I recall witnessing a car wreck solely due to a blind spot. As one car was pulling out of a parking lot, the car kind enough to let them out were inadvertently blocking the view of oncoming traffic. As a result, when the car pulled out, it was blindsided by a car in the other lane. Thankfully, no one was hurt. However, the point is taken, blind spots are dangerous – and unfortunately, we can experience them both physically and spiritually. As Christians, spiritual blinders keep us from seeing the bigger picture by limiting our perspective to what’s in front of us and away from the broader perspectives of God. Some of the blind-spots we typically get blindsided by include our problems, positions and pride:
Problems: We all have problems. It’s a part of life. How we choose to handle and see them however is greatly determined by our perspective. We may be tempted to focus solely on our difficulties, or if we choose, we can broaden our sights to begin seeing our obstacles as opportunities serving to both grow our faith and glorify God (1 Peter 1:7).
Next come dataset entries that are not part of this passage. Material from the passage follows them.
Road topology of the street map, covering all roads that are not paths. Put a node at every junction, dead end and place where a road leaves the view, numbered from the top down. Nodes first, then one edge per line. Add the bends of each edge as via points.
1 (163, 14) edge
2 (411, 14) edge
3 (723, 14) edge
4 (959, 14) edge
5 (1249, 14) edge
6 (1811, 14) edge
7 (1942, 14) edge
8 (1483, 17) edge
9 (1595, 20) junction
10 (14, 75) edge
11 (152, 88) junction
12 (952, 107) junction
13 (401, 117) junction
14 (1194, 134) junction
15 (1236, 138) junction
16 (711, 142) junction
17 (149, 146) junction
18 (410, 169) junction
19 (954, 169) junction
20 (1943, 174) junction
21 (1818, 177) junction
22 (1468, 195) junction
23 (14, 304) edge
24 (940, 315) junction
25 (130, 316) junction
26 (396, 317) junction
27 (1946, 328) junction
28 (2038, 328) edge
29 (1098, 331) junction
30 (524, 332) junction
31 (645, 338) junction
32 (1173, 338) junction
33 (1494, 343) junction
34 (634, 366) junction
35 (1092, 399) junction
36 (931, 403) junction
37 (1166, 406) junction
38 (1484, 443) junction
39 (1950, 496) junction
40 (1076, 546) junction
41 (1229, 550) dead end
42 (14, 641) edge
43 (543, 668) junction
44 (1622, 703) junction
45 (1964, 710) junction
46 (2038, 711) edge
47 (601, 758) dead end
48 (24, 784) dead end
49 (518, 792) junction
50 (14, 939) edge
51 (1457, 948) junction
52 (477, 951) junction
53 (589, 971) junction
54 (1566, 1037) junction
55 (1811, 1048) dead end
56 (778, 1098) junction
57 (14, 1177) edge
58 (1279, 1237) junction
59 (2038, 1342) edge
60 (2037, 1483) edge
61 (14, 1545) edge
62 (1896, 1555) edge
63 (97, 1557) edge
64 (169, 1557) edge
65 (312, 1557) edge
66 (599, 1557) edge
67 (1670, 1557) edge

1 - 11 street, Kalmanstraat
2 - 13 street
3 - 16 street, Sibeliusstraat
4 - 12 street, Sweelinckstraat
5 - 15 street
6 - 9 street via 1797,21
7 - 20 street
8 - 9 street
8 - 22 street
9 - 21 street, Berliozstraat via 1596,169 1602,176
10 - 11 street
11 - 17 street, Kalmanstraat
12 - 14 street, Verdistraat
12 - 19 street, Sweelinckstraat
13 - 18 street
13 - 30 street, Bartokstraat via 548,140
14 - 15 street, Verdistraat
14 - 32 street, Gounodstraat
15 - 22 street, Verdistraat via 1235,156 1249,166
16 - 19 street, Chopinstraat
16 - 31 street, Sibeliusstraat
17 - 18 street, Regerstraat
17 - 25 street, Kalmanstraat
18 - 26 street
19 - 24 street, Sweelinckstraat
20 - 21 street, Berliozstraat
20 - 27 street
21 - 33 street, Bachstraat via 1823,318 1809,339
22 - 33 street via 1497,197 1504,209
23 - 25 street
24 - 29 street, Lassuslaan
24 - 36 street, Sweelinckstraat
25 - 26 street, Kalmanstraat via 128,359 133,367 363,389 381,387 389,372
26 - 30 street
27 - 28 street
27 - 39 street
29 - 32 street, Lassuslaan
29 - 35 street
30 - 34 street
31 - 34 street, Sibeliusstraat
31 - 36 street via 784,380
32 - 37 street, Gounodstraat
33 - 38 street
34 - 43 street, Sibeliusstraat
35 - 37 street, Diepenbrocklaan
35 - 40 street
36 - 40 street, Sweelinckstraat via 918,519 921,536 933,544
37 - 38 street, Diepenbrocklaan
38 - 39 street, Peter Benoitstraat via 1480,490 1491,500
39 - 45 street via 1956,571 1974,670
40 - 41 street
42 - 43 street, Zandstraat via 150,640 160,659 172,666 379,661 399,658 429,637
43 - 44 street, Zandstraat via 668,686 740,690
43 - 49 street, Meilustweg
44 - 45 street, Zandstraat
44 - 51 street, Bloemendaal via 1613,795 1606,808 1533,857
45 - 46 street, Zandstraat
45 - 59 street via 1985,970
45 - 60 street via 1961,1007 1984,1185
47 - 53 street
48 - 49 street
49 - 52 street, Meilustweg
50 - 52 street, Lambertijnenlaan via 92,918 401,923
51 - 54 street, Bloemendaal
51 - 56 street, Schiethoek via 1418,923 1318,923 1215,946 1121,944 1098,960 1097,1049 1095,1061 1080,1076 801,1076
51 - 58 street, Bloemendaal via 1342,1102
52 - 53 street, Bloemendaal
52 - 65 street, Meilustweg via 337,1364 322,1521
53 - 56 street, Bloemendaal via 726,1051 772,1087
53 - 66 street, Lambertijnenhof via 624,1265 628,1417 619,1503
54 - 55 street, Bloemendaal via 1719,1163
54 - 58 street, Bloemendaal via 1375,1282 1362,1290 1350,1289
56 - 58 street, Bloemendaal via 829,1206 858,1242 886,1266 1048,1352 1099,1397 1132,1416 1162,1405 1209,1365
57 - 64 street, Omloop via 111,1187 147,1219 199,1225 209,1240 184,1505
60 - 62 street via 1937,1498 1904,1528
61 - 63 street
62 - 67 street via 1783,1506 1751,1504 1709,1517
Positions: When we limit our ambitions and measurements of success in regards to our position(s) in society, whether socially, economically and/or professionally, we greatly reduce our opportunities to be used by God. For example, Peter experienced his greatest success in business the day he obeyed Jesus to cast his net on the other side. However, despite all this success, Peter was still willing to put it all aside to follow Jesus for something bigger than the world could offer. Likewise, if we get caught up in who likes us, how much we make and our position in society, will we be as willing and open to follow Christ wherever He desires to lead us (Luke 5:11)?
Pride: Pride is a danger we all face and has been the downfall of many. For we are all prone to consider ourselves first and see the flaws of others before our own. As a result, we grow blind to our vulnerabilities and increase our exposure to blindside attacks. Over time, I have humbly learned to never say never. For I know God has granted me the freedom to do as I please, but I must possess the wisdom to use such a gift responsibly – which can only come from God. Therefore, may we passionately pursue Christ in all we do and never be so prideful to assume we are beyond stumbling (Proverbs 16:18).
Application: “Seeing Beyond Sight” – Psalm 119:18
When we stop seeing our situations and circumstances as the world dictates and accept the sight only Christ can provide, problems transform into opportunities to encourage others, positions transform into platforms to help others, and pride gets transformed by humility for the benefit of others – all of which empowers us to reflect more of Christ, and less of the world, which propels the attraction of Christ to others.